◆ Required work
Each entry should be given again exactly, with any image left out.

◆ Data provided

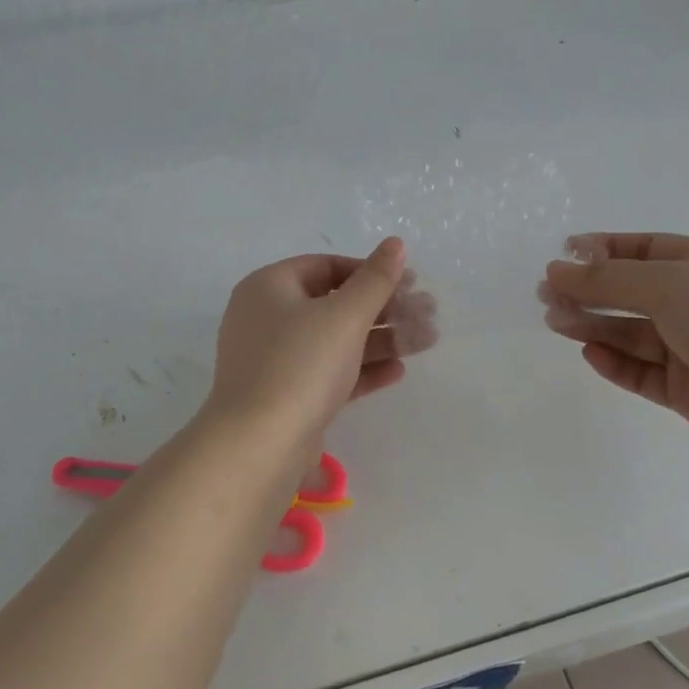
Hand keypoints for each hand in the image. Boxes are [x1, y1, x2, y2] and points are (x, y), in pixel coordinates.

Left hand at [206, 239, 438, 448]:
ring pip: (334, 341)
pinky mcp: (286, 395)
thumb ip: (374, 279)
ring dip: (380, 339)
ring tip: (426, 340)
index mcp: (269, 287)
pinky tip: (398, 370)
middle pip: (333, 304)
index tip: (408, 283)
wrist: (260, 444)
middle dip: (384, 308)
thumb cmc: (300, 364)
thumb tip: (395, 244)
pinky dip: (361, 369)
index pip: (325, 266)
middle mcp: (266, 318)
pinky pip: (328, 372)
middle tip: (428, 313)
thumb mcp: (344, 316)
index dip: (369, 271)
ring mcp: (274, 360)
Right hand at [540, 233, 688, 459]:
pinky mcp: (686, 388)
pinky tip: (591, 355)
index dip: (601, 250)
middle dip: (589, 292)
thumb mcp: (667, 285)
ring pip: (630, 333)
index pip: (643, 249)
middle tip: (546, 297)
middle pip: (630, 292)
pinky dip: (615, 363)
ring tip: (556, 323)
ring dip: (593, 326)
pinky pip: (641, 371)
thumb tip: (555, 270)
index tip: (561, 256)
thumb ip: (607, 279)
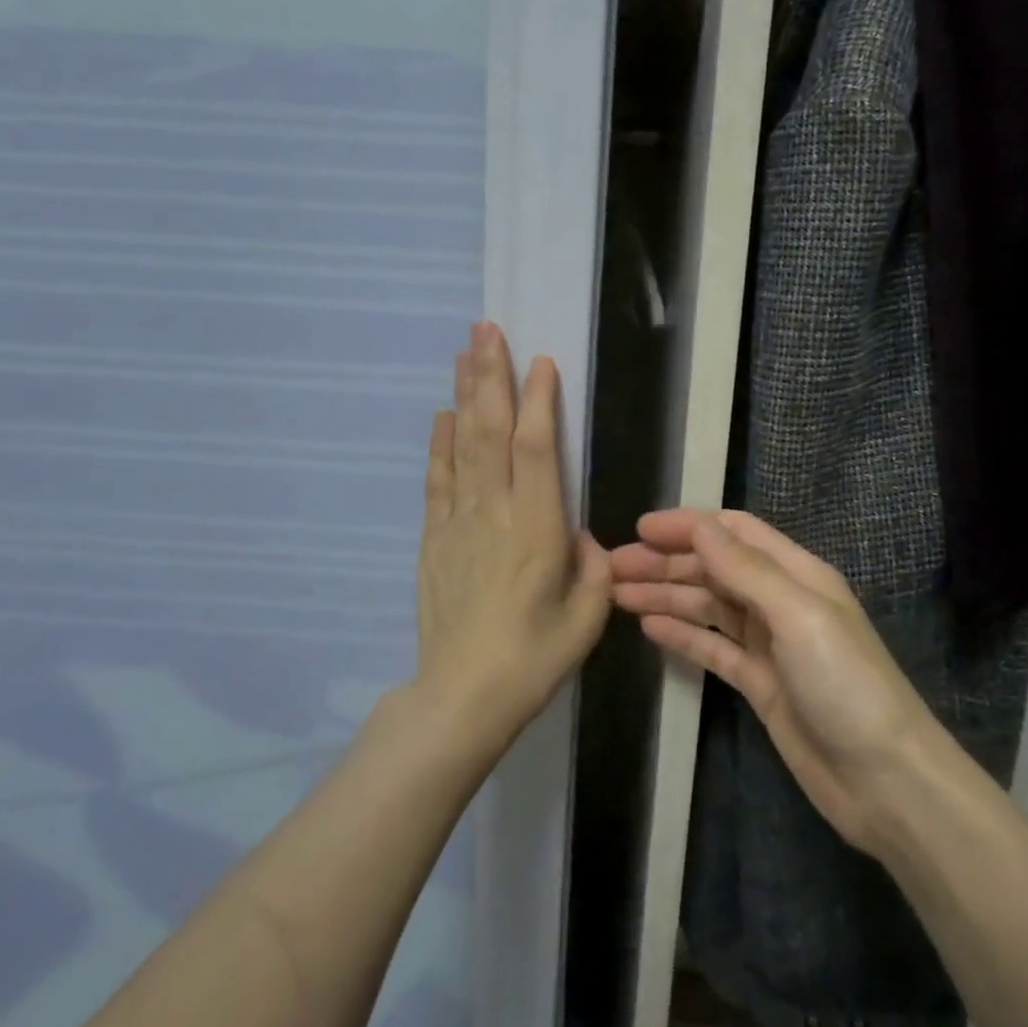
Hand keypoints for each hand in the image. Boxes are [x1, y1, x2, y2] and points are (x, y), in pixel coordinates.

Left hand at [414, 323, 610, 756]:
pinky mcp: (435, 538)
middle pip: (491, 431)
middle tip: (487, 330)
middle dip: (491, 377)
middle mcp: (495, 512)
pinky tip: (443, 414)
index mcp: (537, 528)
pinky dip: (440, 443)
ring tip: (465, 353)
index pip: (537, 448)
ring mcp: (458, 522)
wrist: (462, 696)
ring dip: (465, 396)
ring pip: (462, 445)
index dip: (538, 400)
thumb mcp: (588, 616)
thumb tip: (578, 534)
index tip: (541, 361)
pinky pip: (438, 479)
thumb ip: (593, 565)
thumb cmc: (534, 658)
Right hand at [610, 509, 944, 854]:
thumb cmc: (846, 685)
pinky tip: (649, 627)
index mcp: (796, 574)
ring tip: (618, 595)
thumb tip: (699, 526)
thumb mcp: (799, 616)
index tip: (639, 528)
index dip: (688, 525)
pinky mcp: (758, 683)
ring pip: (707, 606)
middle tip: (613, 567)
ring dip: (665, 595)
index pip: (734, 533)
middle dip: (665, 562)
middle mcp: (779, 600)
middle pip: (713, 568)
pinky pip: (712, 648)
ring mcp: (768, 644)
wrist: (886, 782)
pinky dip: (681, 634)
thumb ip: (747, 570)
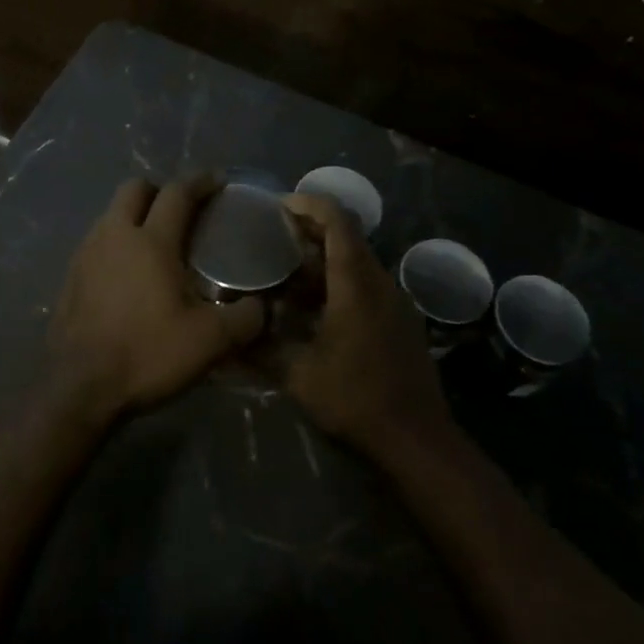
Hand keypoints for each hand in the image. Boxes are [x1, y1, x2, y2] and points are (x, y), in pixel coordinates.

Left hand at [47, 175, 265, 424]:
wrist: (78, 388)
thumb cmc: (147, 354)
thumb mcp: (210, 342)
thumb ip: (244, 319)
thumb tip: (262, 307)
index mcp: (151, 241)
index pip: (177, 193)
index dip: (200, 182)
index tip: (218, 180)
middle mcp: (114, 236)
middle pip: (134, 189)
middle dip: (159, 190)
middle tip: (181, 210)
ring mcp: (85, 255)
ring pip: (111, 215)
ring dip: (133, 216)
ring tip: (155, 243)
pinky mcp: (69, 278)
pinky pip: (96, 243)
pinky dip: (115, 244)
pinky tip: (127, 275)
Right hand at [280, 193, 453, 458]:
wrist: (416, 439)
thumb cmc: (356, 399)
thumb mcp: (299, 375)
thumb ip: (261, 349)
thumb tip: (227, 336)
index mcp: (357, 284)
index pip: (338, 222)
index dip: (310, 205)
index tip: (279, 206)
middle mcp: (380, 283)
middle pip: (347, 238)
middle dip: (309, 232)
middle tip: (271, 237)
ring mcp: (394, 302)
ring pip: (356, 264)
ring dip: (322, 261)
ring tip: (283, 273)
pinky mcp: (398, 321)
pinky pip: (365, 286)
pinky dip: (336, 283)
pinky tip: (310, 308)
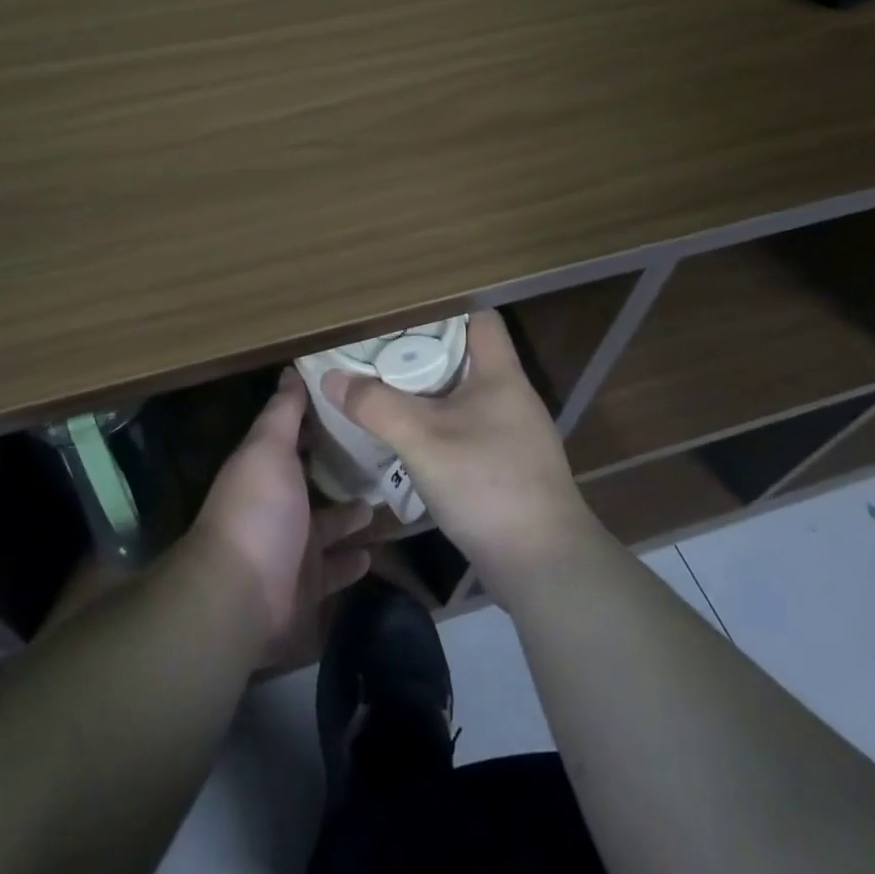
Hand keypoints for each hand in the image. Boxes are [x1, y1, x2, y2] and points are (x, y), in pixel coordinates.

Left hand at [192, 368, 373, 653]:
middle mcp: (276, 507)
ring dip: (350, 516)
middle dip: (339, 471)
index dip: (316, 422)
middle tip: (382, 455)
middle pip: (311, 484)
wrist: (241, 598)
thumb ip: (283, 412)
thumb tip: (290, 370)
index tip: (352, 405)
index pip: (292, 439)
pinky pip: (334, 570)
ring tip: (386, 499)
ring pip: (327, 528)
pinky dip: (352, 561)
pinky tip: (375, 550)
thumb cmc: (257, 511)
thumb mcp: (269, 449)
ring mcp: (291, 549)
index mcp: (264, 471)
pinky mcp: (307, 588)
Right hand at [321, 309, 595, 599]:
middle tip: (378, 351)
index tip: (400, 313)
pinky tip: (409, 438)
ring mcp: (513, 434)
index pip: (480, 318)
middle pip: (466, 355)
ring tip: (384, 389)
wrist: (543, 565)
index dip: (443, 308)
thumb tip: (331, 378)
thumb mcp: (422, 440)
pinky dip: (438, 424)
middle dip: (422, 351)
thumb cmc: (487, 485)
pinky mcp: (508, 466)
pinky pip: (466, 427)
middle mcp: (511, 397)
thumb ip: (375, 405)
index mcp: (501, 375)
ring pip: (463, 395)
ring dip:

◆ Answer area
Hand keypoints for each hand in the image. Boxes are [x1, y1, x2, y2] and points are (x, y), in pixel coordinates.

Left hand at [206, 239, 438, 448]:
ring pip: (334, 341)
pinky mcp: (286, 395)
thumb ip: (374, 279)
ring dip: (380, 339)
ring tip: (426, 340)
index mcp: (269, 287)
pinky tip: (398, 370)
middle pip: (333, 304)
index tip: (408, 283)
wrist: (260, 444)
middle dip: (384, 308)
thumb cmc: (300, 364)
thumb tip: (395, 244)
pinky dip: (361, 369)
index pip: (325, 266)
middle mcp: (266, 318)
pinky pip: (328, 372)
middle tip: (428, 313)
thumb mcp: (344, 316)
index dip: (369, 271)
ring mcp: (274, 360)
Right hand at [540, 233, 688, 459]:
pinky mcp: (686, 388)
pinky tip: (591, 355)
index dip: (601, 250)
middle dip: (589, 292)
thumb mcp: (667, 285)
ring pip: (630, 333)
index pip: (643, 249)
middle tip: (546, 297)
middle pip: (630, 292)
pinky dip: (615, 363)
ring tip: (556, 323)
ring dip: (593, 326)
pinky pip: (641, 371)
thumb tip: (555, 270)
index tip: (561, 256)
thumb ip: (607, 279)
Hand keypoints for each hand in the image. Boxes are [x1, y1, x2, y2] and points are (x, y), in pixel coordinates.

Left hand at [414, 323, 610, 756]:
pinky mcp: (435, 538)
middle pip: (491, 431)
middle tip: (487, 330)
middle dip: (491, 377)
middle mcp: (495, 512)
pinky tip: (443, 414)
index mcp: (537, 528)
pinky dip: (440, 443)
ring tip: (465, 353)
index pip: (537, 448)
ring mcp: (458, 522)
wrist: (462, 696)
ring dip: (465, 396)
ring pip: (462, 445)
index dip: (538, 400)
thumb mcp: (588, 616)
thumb tip: (578, 534)
index tip: (541, 361)
pinky pip: (438, 479)
thumb ip: (593, 565)
thumb cmc: (534, 658)
Right hand at [610, 509, 944, 854]:
thumb cmc: (846, 685)
pinky tip: (649, 627)
index mcp: (796, 574)
ring tip: (618, 595)
thumb tip: (699, 526)
thumb mcp: (799, 616)
index tip: (639, 528)
index dip: (688, 525)
pinky mcp: (758, 683)
ring pip: (707, 606)
middle tip: (613, 567)
ring dip: (665, 595)
index pip: (734, 533)
middle dip: (665, 562)
middle mcp: (779, 600)
middle pip: (713, 568)
pinky pip: (712, 648)
ring mcp: (768, 644)
wrist: (886, 782)
pinky dip: (681, 634)
thumb ip: (747, 570)
Hand keypoints for each hand in the image. Boxes are [x1, y1, x2, y2] and points are (x, y), in pixel coordinates.

Left hand at [47, 175, 265, 424]:
wrist: (78, 388)
thumb cmc: (147, 354)
thumb mcp: (210, 342)
thumb ip: (244, 319)
thumb tip: (262, 307)
index mcp: (151, 241)
index pip: (177, 193)
index dip: (200, 182)
index tip: (218, 180)
middle mcp: (114, 236)
middle pip: (134, 189)
middle dip: (159, 190)
middle tip: (181, 210)
ring mcp: (85, 255)
ring pip: (111, 215)
ring dip: (133, 216)
ring tip: (155, 243)
pinky mcp: (69, 278)
pinky pip: (96, 243)
pinky dip: (115, 244)
pinky tip: (127, 275)
Right hand at [280, 193, 453, 458]:
wrist: (416, 439)
thumb cmc: (356, 399)
thumb mcp: (299, 375)
thumb ip: (261, 349)
thumb tip: (227, 336)
index mcp: (357, 284)
index pip: (338, 222)
index dip: (310, 205)
index tip: (279, 206)
middle mcp: (380, 283)
middle pip: (347, 238)
middle dip: (309, 232)
middle tip: (271, 237)
ring mcp: (394, 302)
ring pip: (356, 264)
ring dip: (322, 261)
ring tip: (283, 273)
pinky mcp: (398, 321)
pinky pip: (365, 286)
pinky dip: (336, 283)
pinky tip: (310, 308)
Hand keypoints for each hand in the image. Boxes are [x1, y1, x2, y2] and points are (x, y), in pixel coordinates.

Left hand at [192, 368, 373, 653]:
middle mcp: (276, 507)
ring dip: (350, 516)
middle dip: (339, 471)
index dip: (316, 422)
middle tip: (382, 455)
middle pip: (311, 484)
wrist: (241, 598)
thumb ip: (283, 412)
thumb tip: (290, 370)
index tip: (352, 405)
index pip: (292, 439)
pinky pip: (334, 570)
ring tip: (386, 499)
ring pip: (327, 528)
pinky dip: (352, 561)
pinky tip: (375, 550)
thumb cmc: (257, 511)
thumb mcp: (269, 449)
ring mcp: (291, 549)
index mcp: (264, 471)
pinky mcp: (307, 588)
Right hand at [321, 309, 595, 599]:
middle tip: (378, 351)
index tip: (400, 313)
pinky tip: (409, 438)
ring mcp: (513, 434)
index pip: (480, 318)
middle pip: (466, 355)
ring tip: (384, 389)
wrist: (543, 565)
index dip: (443, 308)
thumb tip: (331, 378)
thumb mcp: (422, 440)
pinky dip: (438, 424)
middle dip: (422, 351)
thumb cmc: (487, 485)
pinky mcp: (508, 466)
pinky pip: (466, 427)
middle mcp: (511, 397)
thumb ip: (375, 405)
index mcp: (501, 375)
ring pip: (463, 395)
ring dip:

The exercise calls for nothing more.